Analysis of NFU ‐1 metallocofactor binding‐site substitutions—impacts on iron–sulfur cluster coordination and protein structure and function

Iron–sulfur (Fe/S) clusters are ancient prosthetic groups found in numerous metalloproteins and are conserved across all kingdoms of life due to their diverse, yet essential functional roles. Genetic mutations to a specific subset of mitochondrial Fe/S cluster delivery proteins are broadly categorized as disease‐related under multiple mitochondrial dysfunction syndrome ( MMDS ), with symptoms indicative of a general failure of the metabolic system. Multiple mitochondrial dysfunction syndrome 1 ( MMDS 1) arises as a result of the missense mutation in NFU 1, an Fe/S cluster scaffold protein, which substitutes a glycine near the Fe/S cluster‐binding pocket to a cysteine (p.Gly208Cys).
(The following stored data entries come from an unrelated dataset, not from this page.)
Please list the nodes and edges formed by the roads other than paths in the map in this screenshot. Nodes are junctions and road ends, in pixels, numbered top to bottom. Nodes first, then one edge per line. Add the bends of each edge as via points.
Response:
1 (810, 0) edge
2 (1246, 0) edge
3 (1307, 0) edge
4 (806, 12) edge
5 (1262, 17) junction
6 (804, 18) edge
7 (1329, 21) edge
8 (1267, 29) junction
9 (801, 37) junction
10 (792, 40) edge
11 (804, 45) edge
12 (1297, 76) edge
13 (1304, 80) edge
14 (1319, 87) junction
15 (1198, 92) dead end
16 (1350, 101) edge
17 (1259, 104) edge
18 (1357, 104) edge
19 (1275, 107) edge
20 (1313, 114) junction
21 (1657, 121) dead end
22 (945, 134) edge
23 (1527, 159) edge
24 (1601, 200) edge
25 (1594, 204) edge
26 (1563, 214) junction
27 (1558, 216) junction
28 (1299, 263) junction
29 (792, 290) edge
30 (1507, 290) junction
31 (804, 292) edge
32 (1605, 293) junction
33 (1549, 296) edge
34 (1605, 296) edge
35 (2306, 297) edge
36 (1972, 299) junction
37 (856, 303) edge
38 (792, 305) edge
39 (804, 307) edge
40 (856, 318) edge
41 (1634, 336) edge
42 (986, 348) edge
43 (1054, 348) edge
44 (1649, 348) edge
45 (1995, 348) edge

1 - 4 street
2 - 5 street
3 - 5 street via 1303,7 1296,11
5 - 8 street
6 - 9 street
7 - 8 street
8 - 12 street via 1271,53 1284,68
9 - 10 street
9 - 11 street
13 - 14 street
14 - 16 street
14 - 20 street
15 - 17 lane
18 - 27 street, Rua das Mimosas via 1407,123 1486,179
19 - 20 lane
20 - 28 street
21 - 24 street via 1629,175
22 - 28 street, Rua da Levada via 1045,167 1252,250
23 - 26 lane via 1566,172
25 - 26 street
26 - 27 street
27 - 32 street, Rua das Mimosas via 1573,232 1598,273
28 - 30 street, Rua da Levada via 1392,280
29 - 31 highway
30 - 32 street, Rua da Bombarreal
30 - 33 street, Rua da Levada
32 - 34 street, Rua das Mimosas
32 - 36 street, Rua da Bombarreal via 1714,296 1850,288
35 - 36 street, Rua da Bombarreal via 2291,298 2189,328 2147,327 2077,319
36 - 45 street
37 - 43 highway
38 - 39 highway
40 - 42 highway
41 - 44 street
This substitution has been shown to promote protein dimerization such that cluster delivery to NFU 1 is blocked, preventing downstream cluster trafficking. However, the possibility of this additional cysteine, located adjacent to the cluster‐binding site, serving as an Fe/S cluster ligand has not yet been explored. To fully understand the consequences of this Gly208Cys replacement, complementary substitutions at the Fe/S cluster‐binding pocket for native and Gly208Cys NFU 1 were made, along with six other variants. Herein, we report the results of an investigation on the effect of these substitutions on both cluster coordination and NFU 1 structure and function. The data suggest that the G208C substitution does not contribute to cluster binding. Rather, replacement of the glycine at position 208 changes the oligomerization state as a result of global structural alterations that result in the downstream effects manifest as MMDS 1, but does not perturb the coordination chemistry of the Fe–S cluster.